# Problem to work on
Look for the word "controls" in the entries and copy every line where it shows up.

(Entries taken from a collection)
───

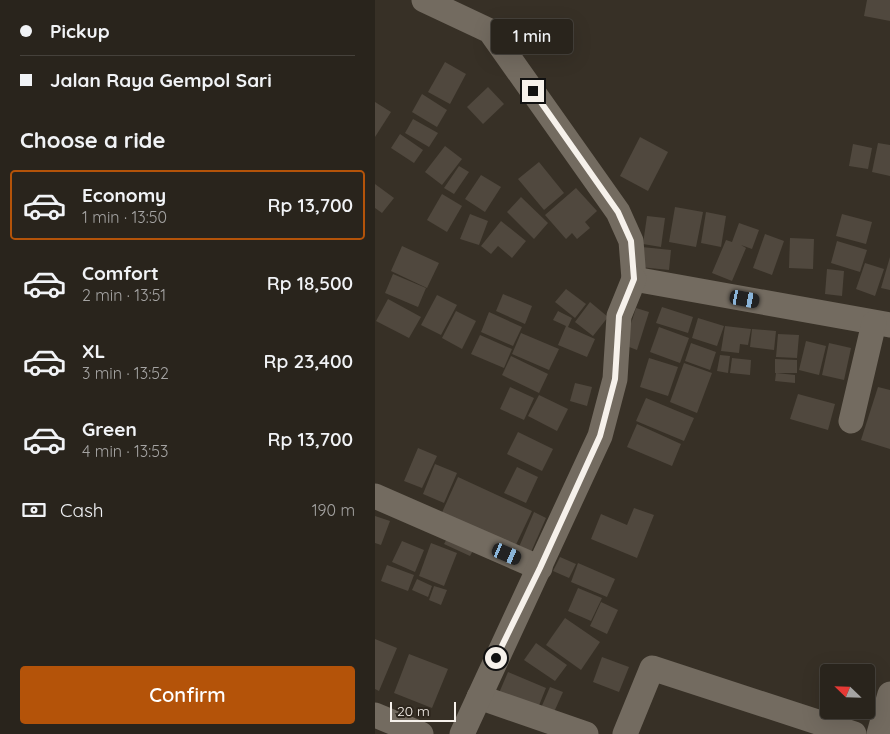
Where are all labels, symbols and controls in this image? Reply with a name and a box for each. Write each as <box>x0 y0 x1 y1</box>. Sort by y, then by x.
callout: 1 min <box>492 18 574 54</box>
text: Pickup <box>50 19 110 43</box>
text: 1 min <box>513 26 551 46</box>
text: Jalan Raya Gempol Sari <box>50 68 272 92</box>
route end <box>522 80 544 102</box>
text: Choose a ride <box>20 126 165 154</box>
icon: car <box>22 183 67 228</box>
text: Economy <box>82 183 166 207</box>
text: Rp 13,700 <box>268 193 353 217</box>
text: 1 min · 13:50 <box>82 207 167 227</box>
icon: car <box>22 261 67 306</box>
text: Comfort <box>82 261 159 285</box>
text: Rp 18,500 <box>267 271 353 295</box>
text: 2 min · 13:51 <box>82 285 166 305</box>
car <box>728 289 761 309</box>
icon: car <box>22 339 67 384</box>
text: XL <box>82 339 105 363</box>
text: Rp 23,400 <box>264 349 353 373</box>
text: 3 min · 13:52 <box>82 363 169 383</box>
icon: car <box>22 417 67 462</box>
text: Green <box>82 417 137 441</box>
text: Rp 13,700 <box>268 427 353 451</box>
text: 4 min · 13:53 <box>82 441 168 461</box>
icon: cash <box>20 496 48 524</box>
text: Cash <box>60 498 104 522</box>
text: 190 m <box>312 500 355 520</box>
car <box>490 541 523 567</box>
route start <box>485 647 507 669</box>
north arrow <box>820 664 875 719</box>
map controls <box>820 664 875 719</box>
button: Confirm <box>20 666 355 724</box>
scale bar <box>390 699 456 722</box>
text: 20 m <box>397 702 430 720</box>

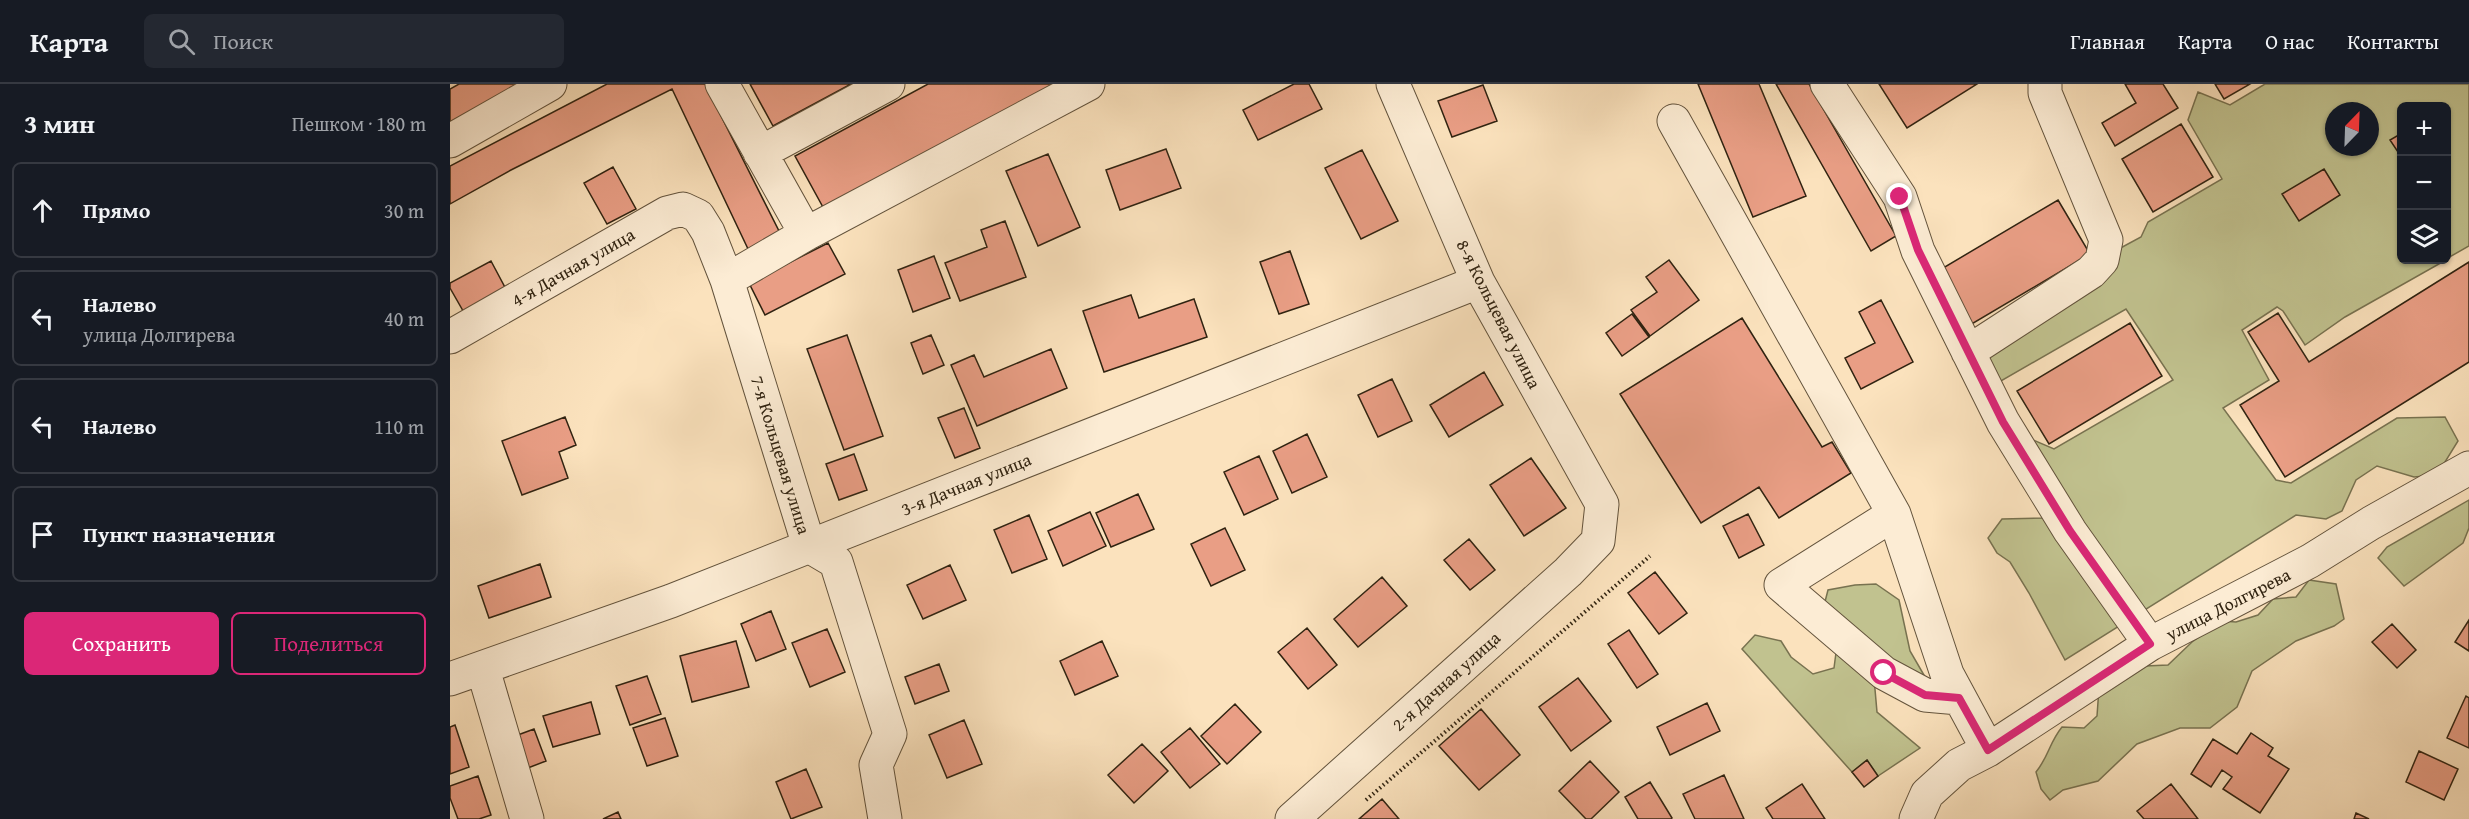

───

# Response
Where are all labels, symbols and controls in this image? Reply with a name and a box for each. Write each as <box>x0 y0 x1 y1</box>. Sort by y, then by x.
map controls <box>820 664 875 719</box>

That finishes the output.